Rongowhakaata leader, farmer

This biography, written by Peter Gordon, was first published in the Dictionary of New Zealand Biography in 1993. It was translated into te reo Māori by the Dictionary of New Zealand Biography team.

Anaru Matete was born in the Poverty Bay area; the date of his birth is not known. His mother was Hinetautope, of Rongowhakaata and of Te Whānau-a-Kai and Te Whānau-a-Taupara hapū of Te Aitanga-a-Māhaki; his father was Te Harawira Tekoteko of Ngā Ariki and Ngāti Wahia hapū of Te Aitanga-a-Māhaki. Probably in the 1840s he married Te Rina (Mihiterina) Whiropō of Ngāti Kaipoho hapu of Rongowhakaata. They had four daughters, Hārata Hinepoka Mātānuku, Ereti Meramera, Mereana and Hinepoka Hōhipene, and a son, Te Kāuru-o-te-rangi Matuakore.
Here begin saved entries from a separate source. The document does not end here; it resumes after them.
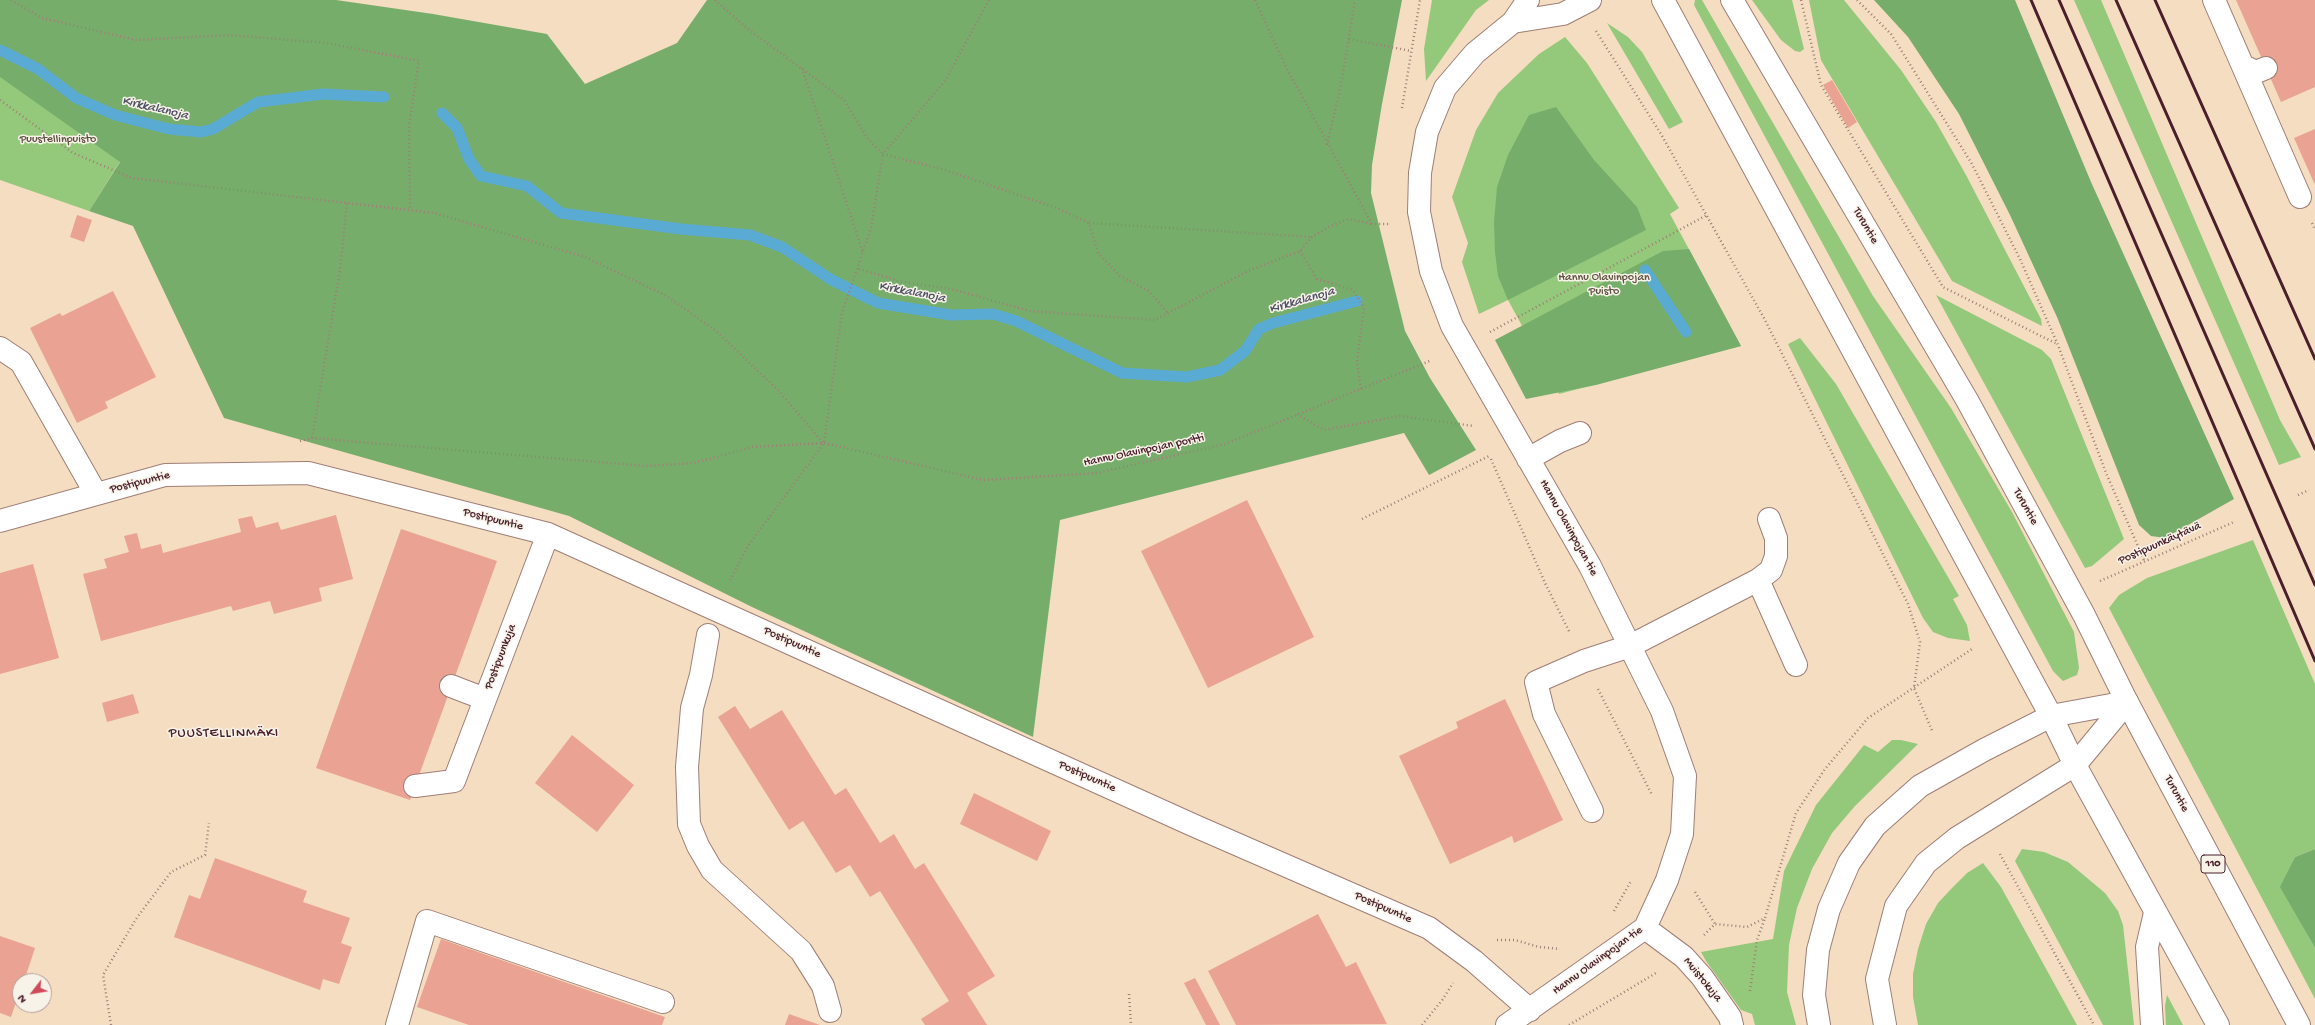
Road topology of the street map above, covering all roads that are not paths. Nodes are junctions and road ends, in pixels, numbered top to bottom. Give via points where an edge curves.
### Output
1 (1528, 0) edge
2 (1590, 0) edge
3 (1663, 0) edge
4 (1732, 0) edge
5 (2214, 0) edge
6 (1513, 22) junction
7 (2243, 66) junction
8 (2266, 68) dead end
9 (2300, 197) dead end
10 (0, 348) edge
11 (1580, 433) dead end
12 (1528, 459) junction
13 (96, 494) junction
14 (1769, 518) dead end
15 (0, 521) edge
16 (548, 534) junction
17 (1758, 580) junction
18 (708, 635) dead end
19 (1630, 646) junction
20 (1796, 665) dead end
21 (451, 686) dead end
22 (485, 699) junction
23 (2127, 702) junction
24 (2051, 716) junction
25 (2075, 765) junction
26 (415, 786) dead end
27 (1592, 811) dead end
28 (2155, 913) junction
29 (1645, 928) junction
30 (663, 1002) dead end
31 (1530, 1010) junction
32 (830, 1012) dead end
33 (397, 1025) edge
34 (1507, 1025) edge
35 (1732, 1025) edge
36 (1819, 1025) edge
37 (1885, 1025) edge
38 (2152, 1025) edge
39 (2218, 1025) edge
40 (2299, 1025) edge

1 - 6 main road, Hannu Olavinpojan tie
2 - 6 main road via 1562,14
3 - 24 main road
4 - 23 main road, Turuntie / 110 via 1967,400 2084,615
5 - 7 main road
6 - 12 main road, Hannu Olavinpojan tie via 1476,53 1445,88 1427,132 1420,173 1419,212 1431,271 1452,326
7 - 8 main road via 2256,72
7 - 9 main road
10 - 13 main road via 21,362
11 - 12 main road
12 - 19 main road, Hannu Olavinpojan tie via 1590,566
13 - 15 main road, Postipuuntie
13 - 16 main road, Postipuuntie via 165,475 308,473
14 - 17 main road via 1776,538 1776,556 1771,570
16 - 22 main road, Postipuunkuja
16 - 31 main road, Postipuuntie via 1195,826 1429,928 1474,961
17 - 19 main road
17 - 20 main road
18 - 32 main road via 692,708 687,767 689,824 712,870 801,951 823,986
19 - 27 main road via 1584,661 1536,682 1544,714
19 - 29 main road, Hannu Olavinpojan tie via 1662,711 1686,776 1682,834 1667,880
21 - 22 main road
22 - 26 main road, Postipuunkuja via 454,781
23 - 24 main road
23 - 25 main road
23 - 40 main road, Turuntie / 110
24 - 25 main road
24 - 36 main road via 1920,786 1875,826 1849,863 1829,909 1818,950 1814,995
25 - 28 main road
25 - 37 main road via 1957,838 1926,863 1896,906 1877,979
28 - 38 main road via 2147,947
28 - 39 main road
29 - 31 main road, Hannu Olavinpojan tie
29 - 35 main road, Muistokuja via 1684,957 1702,977 1730,1017
30 - 33 main road via 427,921
31 - 34 main road, Hannu Olavinpojan tie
Anaru Matete may have helped William Williams establish the Church Missionary Society station at Kaupapa near Manutūkē, south-west of Tūranga (Gisborne) about 1840. He later helped move it further inland to Whakatō, and finally to Waerenga-a-hika. He was one of its first adult students, became a teacher, and then ran the boarding school. In the 1850s Matete left the school to raise cattle and grow wheat. Either he or William Williams was the district's first sheep owner, Matete having obtained a dozen or so sheep in 1850.

In the early phase of the European settlement of Poverty Bay, Māori generally accepted the religion and material advantages of the new society. They tried, however, to integrate them with traditional customs, and their adherence to these caused occasional conflict with missionaries. On one such occasion, a young widow wanted to marry Matete, but her relatives insisted she marry her late husband's brother. Williams became involved and insisted on reading the marriage banns. The offended group began to revive tattooing (which the church was opposed to) as a protest. The ensuing conflict united all those opposed to Christianity, and split the district for some six months.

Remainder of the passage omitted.